Problem to solve: Print the records exactly as given.

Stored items
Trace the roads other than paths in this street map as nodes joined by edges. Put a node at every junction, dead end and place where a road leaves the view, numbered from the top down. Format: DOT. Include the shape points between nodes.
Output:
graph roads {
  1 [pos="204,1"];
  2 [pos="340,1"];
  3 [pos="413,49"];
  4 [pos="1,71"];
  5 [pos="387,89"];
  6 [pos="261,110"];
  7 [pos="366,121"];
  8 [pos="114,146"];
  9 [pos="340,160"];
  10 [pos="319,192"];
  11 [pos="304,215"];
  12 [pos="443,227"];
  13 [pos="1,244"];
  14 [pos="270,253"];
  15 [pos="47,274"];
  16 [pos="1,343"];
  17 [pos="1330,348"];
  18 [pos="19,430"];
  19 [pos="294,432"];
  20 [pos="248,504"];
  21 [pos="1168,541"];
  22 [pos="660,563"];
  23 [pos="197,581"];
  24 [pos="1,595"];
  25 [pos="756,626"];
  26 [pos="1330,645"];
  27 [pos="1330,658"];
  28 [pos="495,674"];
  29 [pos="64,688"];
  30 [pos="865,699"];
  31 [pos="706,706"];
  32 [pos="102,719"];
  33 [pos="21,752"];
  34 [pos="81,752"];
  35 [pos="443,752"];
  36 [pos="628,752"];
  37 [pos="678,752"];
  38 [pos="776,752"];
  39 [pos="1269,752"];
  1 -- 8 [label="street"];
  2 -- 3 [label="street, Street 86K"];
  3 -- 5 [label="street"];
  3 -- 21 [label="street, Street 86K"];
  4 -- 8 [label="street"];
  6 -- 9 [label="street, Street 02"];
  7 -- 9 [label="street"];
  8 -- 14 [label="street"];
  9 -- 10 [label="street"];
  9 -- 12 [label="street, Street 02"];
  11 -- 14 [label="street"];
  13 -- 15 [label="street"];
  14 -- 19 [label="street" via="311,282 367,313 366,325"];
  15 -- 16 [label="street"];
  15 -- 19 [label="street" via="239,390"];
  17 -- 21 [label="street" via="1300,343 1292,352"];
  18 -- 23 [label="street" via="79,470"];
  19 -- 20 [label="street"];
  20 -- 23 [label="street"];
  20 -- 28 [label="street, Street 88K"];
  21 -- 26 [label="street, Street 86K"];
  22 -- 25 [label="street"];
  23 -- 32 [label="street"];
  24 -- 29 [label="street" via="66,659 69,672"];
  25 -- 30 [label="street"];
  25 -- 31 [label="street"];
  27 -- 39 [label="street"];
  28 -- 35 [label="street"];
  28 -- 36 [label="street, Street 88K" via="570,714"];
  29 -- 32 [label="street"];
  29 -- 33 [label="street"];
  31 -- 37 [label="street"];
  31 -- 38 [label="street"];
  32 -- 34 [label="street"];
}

Answer to this problem:
Trace the roads other than paths in this street map as nodes joined by edges. Put a node at every junction, dead end and place where a road leaves the view, numbered from the top down. Format: DOT. Include the shape points between nodes.
Output:
graph roads {
  1 [pos="204,1"];
  2 [pos="340,1"];
  3 [pos="413,49"];
  4 [pos="1,71"];
  5 [pos="387,89"];
  6 [pos="261,110"];
  7 [pos="366,121"];
  8 [pos="114,146"];
  9 [pos="340,160"];
  10 [pos="319,192"];
  11 [pos="304,215"];
  12 [pos="443,227"];
  13 [pos="1,244"];
  14 [pos="270,253"];
  15 [pos="47,274"];
  16 [pos="1,343"];
  17 [pos="1330,348"];
  18 [pos="19,430"];
  19 [pos="294,432"];
  20 [pos="248,504"];
  21 [pos="1168,541"];
  22 [pos="660,563"];
  23 [pos="197,581"];
  24 [pos="1,595"];
  25 [pos="756,626"];
  26 [pos="1330,645"];
  27 [pos="1330,658"];
  28 [pos="495,674"];
  29 [pos="64,688"];
  30 [pos="865,699"];
  31 [pos="706,706"];
  32 [pos="102,719"];
  33 [pos="21,752"];
  34 [pos="81,752"];
  35 [pos="443,752"];
  36 [pos="628,752"];
  37 [pos="678,752"];
  38 [pos="776,752"];
  39 [pos="1269,752"];
  1 -- 8 [label="street"];
  2 -- 3 [label="street, Street 86K"];
  3 -- 5 [label="street"];
  3 -- 21 [label="street, Street 86K"];
  4 -- 8 [label="street"];
  6 -- 9 [label="street, Street 02"];
  7 -- 9 [label="street"];
  8 -- 14 [label="street"];
  9 -- 10 [label="street"];
  9 -- 12 [label="street, Street 02"];
  11 -- 14 [label="street"];
  13 -- 15 [label="street"];
  14 -- 19 [label="street" via="311,282 367,313 366,325"];
  15 -- 16 [label="street"];
  15 -- 19 [label="street" via="239,390"];
  17 -- 21 [label="street" via="1300,343 1292,352"];
  18 -- 23 [label="street" via="79,470"];
  19 -- 20 [label="street"];
  20 -- 23 [label="street"];
  20 -- 28 [label="street, Street 88K"];
  21 -- 26 [label="street, Street 86K"];
  22 -- 25 [label="street"];
  23 -- 32 [label="street"];
  24 -- 29 [label="street" via="66,659 69,672"];
  25 -- 30 [label="street"];
  25 -- 31 [label="street"];
  27 -- 39 [label="street"];
  28 -- 35 [label="street"];
  28 -- 36 [label="street, Street 88K" via="570,714"];
  29 -- 32 [label="street"];
  29 -- 33 [label="street"];
  31 -- 37 [label="street"];
  31 -- 38 [label="street"];
  32 -- 34 [label="street"];
}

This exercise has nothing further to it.